K-Shaped Economic Recovery | 18 Jan 2021
Why in News
Recently, the latest readings of the Nomura India Normalization Index (NINI) suggested the impact of Covid-19 on Indian Economy and the K-Shaped Recovery through which the Indian Economy is recovering.
- Nomura Services India Private Limited (Nomura Holdings Inc) is a consumer services company.
Key Points
- Effect of Covid-19 on Households:
- Households at the top of the pyramid are likely to have seen their incomes largely protected, and savings rates forced up during the lockdown, increasing ‘fuel in the tank’ to drive future consumption.
- Households at the bottom are likely to have witnessed permanent hits to jobs and incomes.
- Effect of the Current Monetary Policy:
- A long lasting period of ultra-accommodative monetary policy has led to a fall in real lending rates and spreads for corporates and households that should eventually come as lagged relief to the interest-sensitive sectors.
- An economic spread is a measure of a company's ability to make money on its capital investments.
- Impact of Vaccination:
- Lagging sectors such as travel, tourism and hospitality will finally emerge out of the effect of Covid-19.
- Economic Recovery after Covid-19:
- As the fiscal deficit in FY 2020-21 has widened to roughly 7% of GDP, which is double the pre-pandemic target of 3.5 % of GDP. The government may, therefore, feel encouraged to rely on higher fuel taxes, disinvestment, and sin taxes to bolster coffers.
- India is going through a K-shaped recovery, wherein corporates and households with stronger balance sheets have recovered more robustly, while smaller firms and poorer households probably remain trapped in a vicious cycle of poverty and indebtedness instigated by the pandemic.
Economic Recovery
- About:
- It is the business cycle stage following a recession that is characterized by a sustained period of improving business activity.
- Normally, during an economic recovery, GDP grows, incomes rise, and unemployment falls and as the economy rebounds.
- Types:
- Economic recovery can take many forms, which is depicted using alphabetic notations. For example, a Z-shaped recovery, V-shaped recovery, U-shaped recovery, elongated U-shaped recovery, W-shaped recovery, L-shaped recovery and K-shaped recovery.
- K-Shaped Recovery:
- A K-shaped recovery occurs when, following a recession, different parts of the economy recover at different rates, times, or magnitudes. This is in contrast to an even, uniform recovery across sectors, industries, or groups of people.
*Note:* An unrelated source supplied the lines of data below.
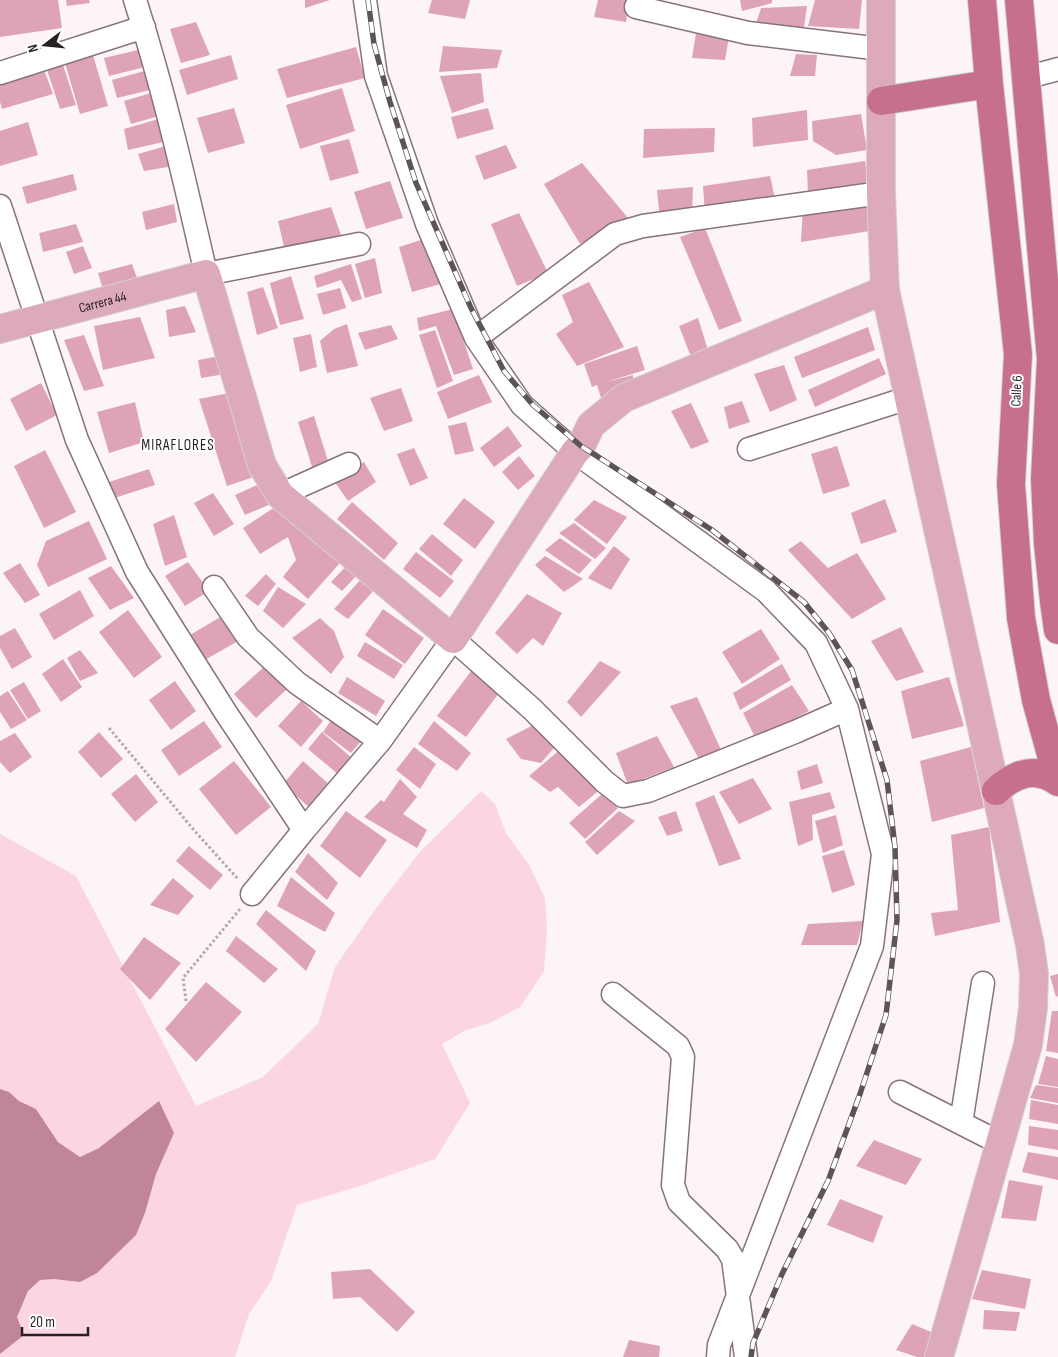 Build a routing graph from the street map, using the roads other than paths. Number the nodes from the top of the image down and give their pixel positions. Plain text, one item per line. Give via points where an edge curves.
1 (136, 0) edge
2 (365, 0) edge
3 (882, 0) edge
4 (982, 0) edge
5 (1019, 0) edge
6 (636, 6) dead end
7 (144, 27) junction
8 (881, 49) junction
9 (1058, 69) edge
10 (0, 73) edge
11 (1025, 78) junction
12 (989, 84) junction
13 (881, 101) junction
14 (881, 193) junction
15 (0, 206) edge
16 (359, 244) dead end
17 (206, 274) junction
18 (1052, 285) edge
19 (885, 290) junction
20 (38, 319) junction
21 (0, 329) edge
22 (476, 338) junction
23 (908, 398) junction
24 (749, 449) dead end
25 (575, 452) junction
26 (349, 464) dead end
27 (280, 495) junction
28 (1053, 543) edge
29 (214, 587) dead end
30 (1058, 630) edge
31 (453, 639) junction
32 (847, 709) junction
33 (380, 741) junction
34 (1058, 781) edge
35 (996, 791) junction
36 (304, 830) junction
37 (252, 894) road end
38 (983, 983) dead end
39 (613, 994) dead end
40 (900, 1092) dead end
41 (961, 1123) junction
42 (1000, 1143) junction
43 (738, 1297) junction
44 (718, 1357) edge
45 (746, 1357) edge
46 (939, 1357) edge

1 - 7 street
2 - 22 street via 376,76 427,224
3 - 8 main road
4 - 12 highway, Calle 6
5 - 11 highway
6 - 8 street via 748,33
7 - 10 street
7 - 17 street via 178,150
8 - 13 main road
9 - 11 street
11 - 18 highway
12 - 13 highway
12 - 34 highway, Calle 6 via 1018,354 1011,484 1021,618 1036,700
13 - 14 main road
14 - 19 main road
14 - 22 street via 643,226 616,234
15 - 20 street
16 - 17 street
17 - 20 main road, Carrera 44
17 - 27 main road via 262,464
18 - 28 highway via 1045,479
19 - 23 main road
19 - 25 main road via 624,398 591,425
20 - 21 main road, Carrera 44
20 - 36 street via 78,440 137,572
22 - 25 street via 522,405
23 - 24 street
23 - 35 main road
25 - 31 main road
25 - 32 street via 766,591 816,643
26 - 27 street
27 - 31 main road
28 - 30 highway
29 - 33 street via 248,637 290,676
31 - 32 street via 623,796 648,791
31 - 33 street
32 - 43 street via 883,854 872,946
33 - 36 street
34 - 35 highway via 1035,773 1020,774
35 - 42 main road via 1034,974 1028,1044
36 - 37 street
38 - 41 street
39 - 43 street via 678,1046 683,1057 673,1185 679,1202 728,1249 733,1259
40 - 41 street
41 - 42 street
42 - 46 main road
43 - 44 street
43 - 45 street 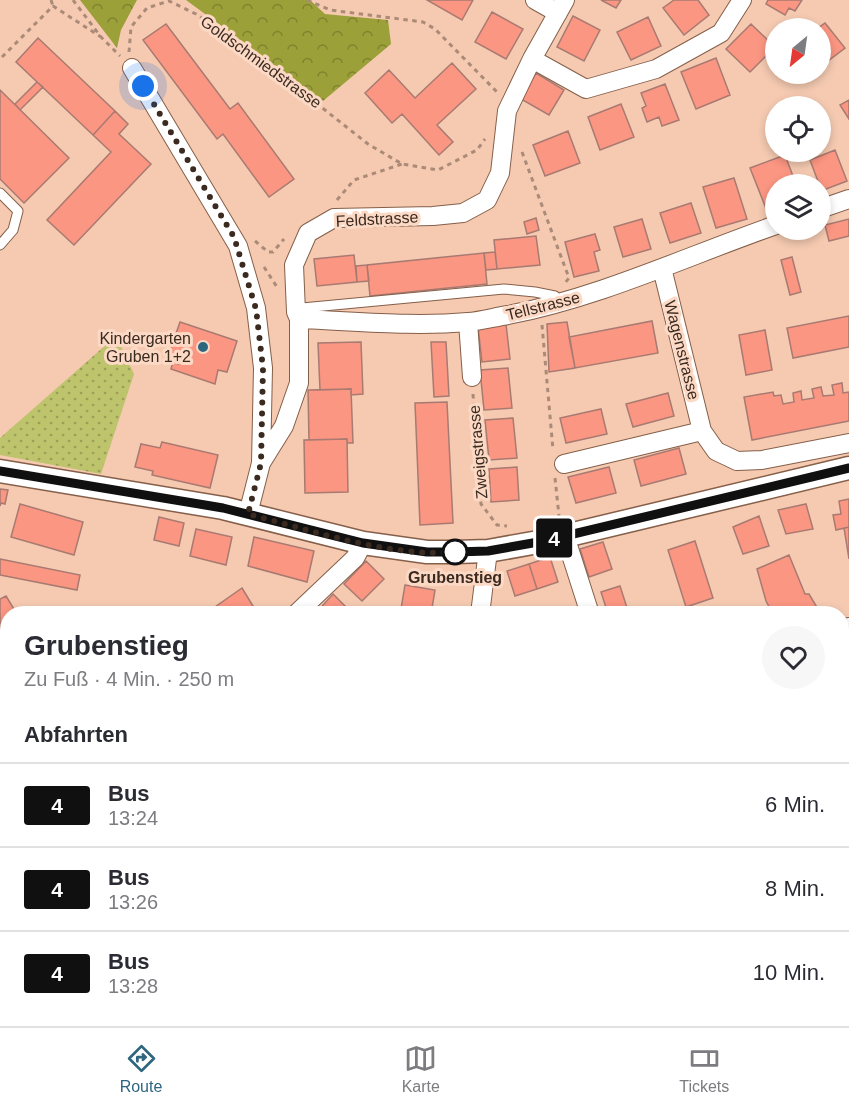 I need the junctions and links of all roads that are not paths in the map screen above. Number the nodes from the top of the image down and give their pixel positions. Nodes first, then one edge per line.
1 (535, 0) edge
2 (742, 0) edge
3 (561, 6) edge
4 (532, 59) junction
5 (132, 68) road end
6 (0, 193) edge
7 (849, 199) edge
8 (831, 205) edge
9 (765, 229) edge
10 (0, 245) edge
11 (662, 268) junction
12 (555, 296) road end
13 (298, 315) junction
14 (468, 322) junction
15 (472, 377) road end
16 (702, 431) junction
17 (849, 443) edge
18 (261, 463) junction
19 (558, 465) road end
20 (849, 468) edge
21 (0, 471) edge
22 (248, 514) junction
23 (562, 526) junction
24 (363, 543) junction
25 (488, 551) junction
26 (304, 606) edge
27 (481, 606) edge
28 (587, 606) edge

1 - 3 street
2 - 4 street
3 - 4 street, Feldstrasse
4 - 13 street, Feldstrasse
5 - 18 street
6 - 10 lane
7 - 8 street
9 - 11 street, Tellstrasse
11 - 14 street, Tellstrasse
11 - 16 street, Wagenstrasse
12 - 13 lane, Tellstrasse
13 - 14 street, Tellstrasse
13 - 18 street, Feldstrasse
14 - 15 street
16 - 17 street, Wagenstrasse
16 - 19 street
18 - 22 street, Feldstrasse
20 - 23 street
21 - 22 street
22 - 24 street
23 - 25 street
23 - 28 street
24 - 25 street
24 - 26 street
25 - 27 street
- A K-shaped recovery leads to changes in the structure of the economy or the broader society as economic outcomes and relations are fundamentally changed before and after the recession.
- This type of recovery is called K-shaped because the path of different parts of the economy when charted together may diverge, resembling the two arms of the Roman letter "K."
- Implications of a K-Shaped Recovery after Covid:
- Households at the bottom have experienced a permanent loss of income in the forms of jobs and wage cuts, this will be a recurring drag on demand, if the labour market does not heal faster.
- To the extent that Covid has triggered an effective income transfer from the poor to the rich, this will be demand-impeding because the poor have a higher marginal propensity to consume (i.e. they tend to spend-instead of saving) a much higher proportion of their income.
- If Covid-19 reduces competition or increases the inequality of incomes and opportunities, it could impinge on trend growth in developing economies by hurting productivity and tightening political economy constraints.
Way Forward
- Given the K-shaped recovery and the new “pandemic poor”, the budgets for spending heads such as subsidies, employment generation, rural development and other social sector programmes are likely to remain large. The vaccination costs add to the bill. The government will also have to sharpen its focus on capital spending to contain damage to potential growth.